Lentil And Vegetable Bake
This is a vegetable bake, a lentil and potato pie making use of seasonal produce. You can change the vegetables included in this recipe according to the season and what is available at your local greengrocer. It is really a bit like a vegetarian version of Shepherds’s Pie
It can be a warming winter dish with root vegetables or a great spring or summer time recipe with ‘lighter’ vegetables such as green beans, courgettes and fennel, as suggested in the recipe ingredients. Do not hesitate to use whatever vegetables you wish.
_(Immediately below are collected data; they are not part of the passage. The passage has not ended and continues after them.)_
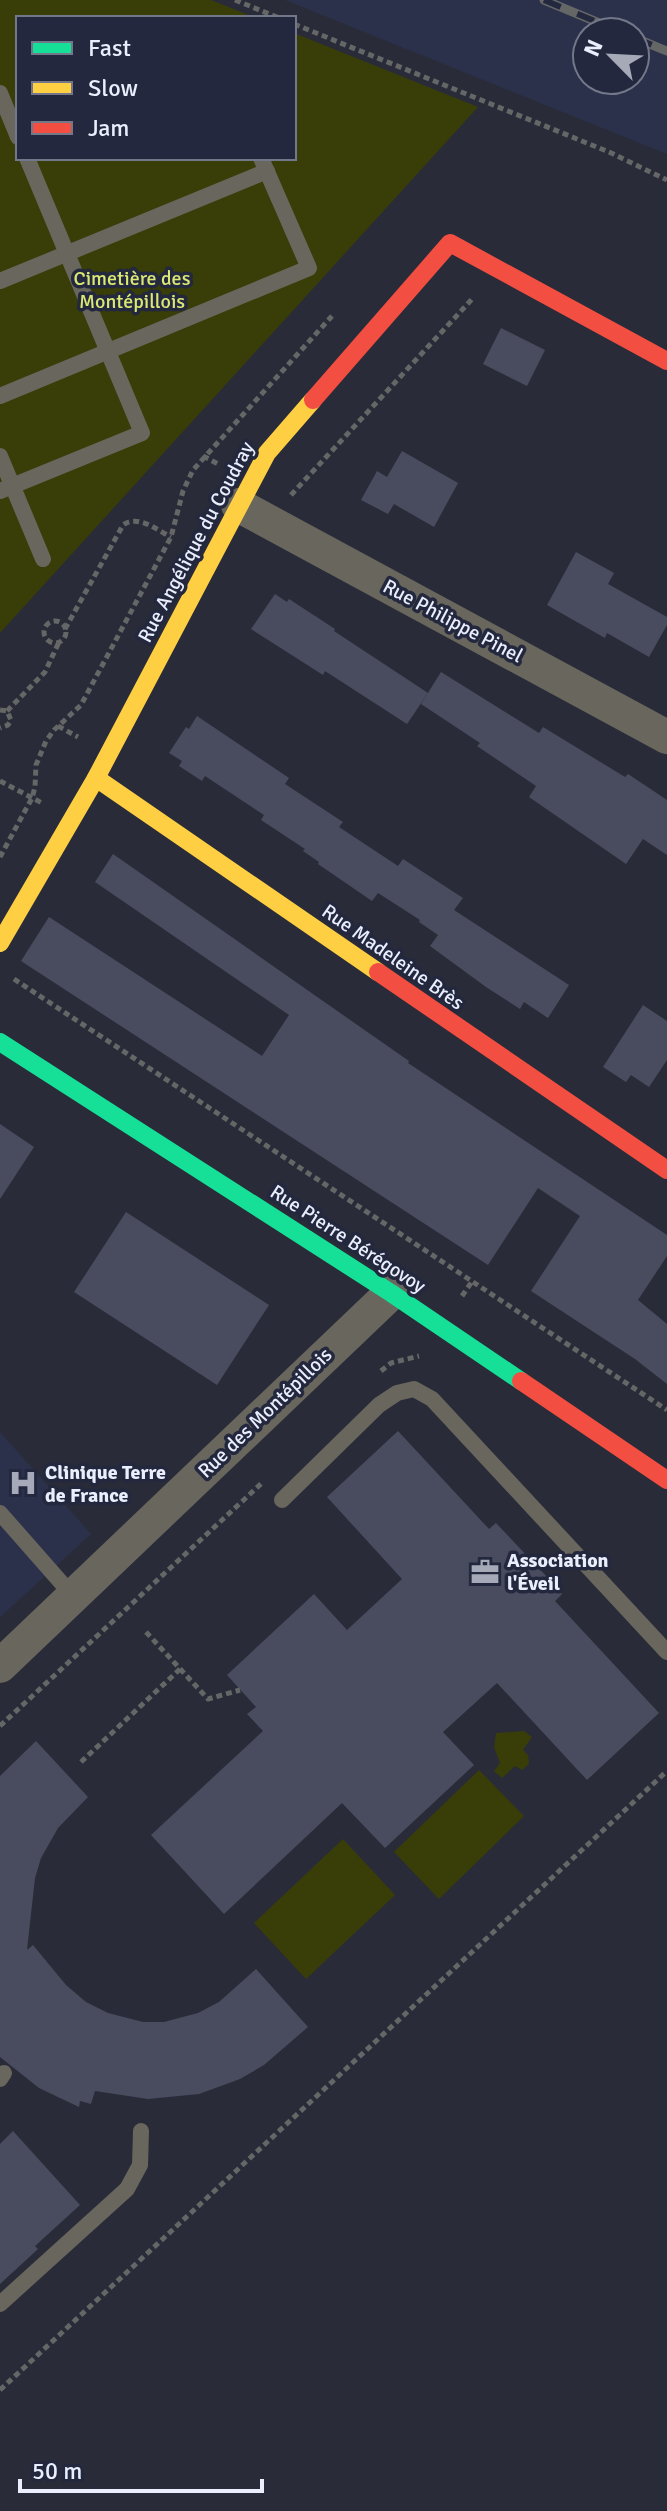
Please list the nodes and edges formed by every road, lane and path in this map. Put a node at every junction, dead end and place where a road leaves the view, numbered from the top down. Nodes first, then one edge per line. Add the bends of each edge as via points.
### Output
1 (235, 0) edge
2 (274, 16) edge
3 (296, 25) edge
4 (0, 93) edge
5 (9, 112) edge
6 (16, 131) edge
7 (28, 160) edge
8 (264, 165) edge
9 (667, 180) edge
10 (67, 254) junction
11 (500, 270) junction
12 (0, 281) edge
13 (107, 351) junction
14 (667, 361) edge
15 (0, 396) edge
16 (0, 456) edge
17 (6, 488) edge
18 (238, 505) junction
19 (274, 524) junction
20 (171, 537) dead end
21 (43, 559) dead end
22 (65, 629) junction
23 (59, 642) junction
24 (4, 710) edge
25 (0, 728) edge
26 (667, 737) edge
27 (96, 778) junction
28 (0, 943) edge
29 (13, 978) dead end
30 (0, 1042) edge
31 (667, 1170) edge
32 (473, 1280) junction
33 (391, 1293) junction
34 (440, 1326) junction
35 (379, 1374) dead end
36 (667, 1410) edge
37 (667, 1480) edge
38 (264, 1481) dead end
39 (282, 1500) dead end
40 (0, 1513) edge
41 (73, 1596) junction
42 (146, 1632) dead end
43 (667, 1652) edge
44 (0, 1666) edge
45 (180, 1669) junction
46 (240, 1690) dead end
47 (0, 1726) edge
48 (81, 1762) dead end
49 (667, 1771) edge
50 (141, 2131) dead end
51 (0, 2304) edge
52 (0, 2390) edge

1 - 2 path
3 - 9 path
4 - 5 lane
5 - 6 lane
7 - 10 lane
8 - 10 lane
8 - 13 lane via 309,268
10 - 12 lane
10 - 13 lane
11 - 14 street, Rue Angélique du Coudray
11 - 18 street, Rue Angélique du Coudray via 450,243 267,453
11 - 19 path via 292,493
13 - 15 lane
13 - 17 lane via 142,433
16 - 17 lane
17 - 21 lane
18 - 19 street, Rue Philippe Pinel
18 - 27 street, Rue Angélique du Coudray
19 - 26 street, Rue Philippe Pinel
20 - 22 path via 138,521 123,525
22 - 23 path
22 - 23 path via 54,621 46,626 47,640
23 - 24 path via 45,672
24 - 25 path via 10,723
27 - 28 street, Rue Angélique du Coudray
27 - 31 street, Rue Madeleine Brès
29 - 32 path
30 - 33 street, Rue Pierre Bérégovoy
32 - 34 path
32 - 36 path
33 - 34 street, Rue Pierre Bérégovoy
33 - 41 street, Rue des Montépillois
34 - 35 path via 419,1356 391,1363
34 - 37 street, Rue Pierre Bérégovoy
38 - 47 path
39 - 43 lane via 379,1405 414,1389 432,1399
40 - 41 lane
41 - 44 street, Rue des Montépillois
42 - 45 path
45 - 46 path via 208,1699
45 - 48 path
49 - 52 path
50 - 51 lane via 140,2165 127,2189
A nutritious and low cost vegetarian bake that is easy to make and makes the most of seasonal or leftover vegetables
Green lentils, rather than red, are the best choice for this dish, since they hold their shape more and stay separate from the vegetables. Red lentils are much softer when cooked, and can be quite ‘mushy’. However you could try it with puy lentils or brown lentils too – although they are a bit harder to find in the smaller supermarkets.
This is a recipe where you can make use of any stray left over vegetables, since a mix of a small amount of a variety of vegetables is good in this recipe. Or take advantage of any good offers in your local greengrocers reducing vegetables almost past their best. These kind of vegetables are always good for soup too!
Cheese in potato is a lovely addition to most potato topped recipes. In fact cheesy potato is a great standby easy, comfort meal! I generally use cheddar but you can use any cheese you have. Use up any slightly dry bits of cheese as they will be fine when grated into the mash.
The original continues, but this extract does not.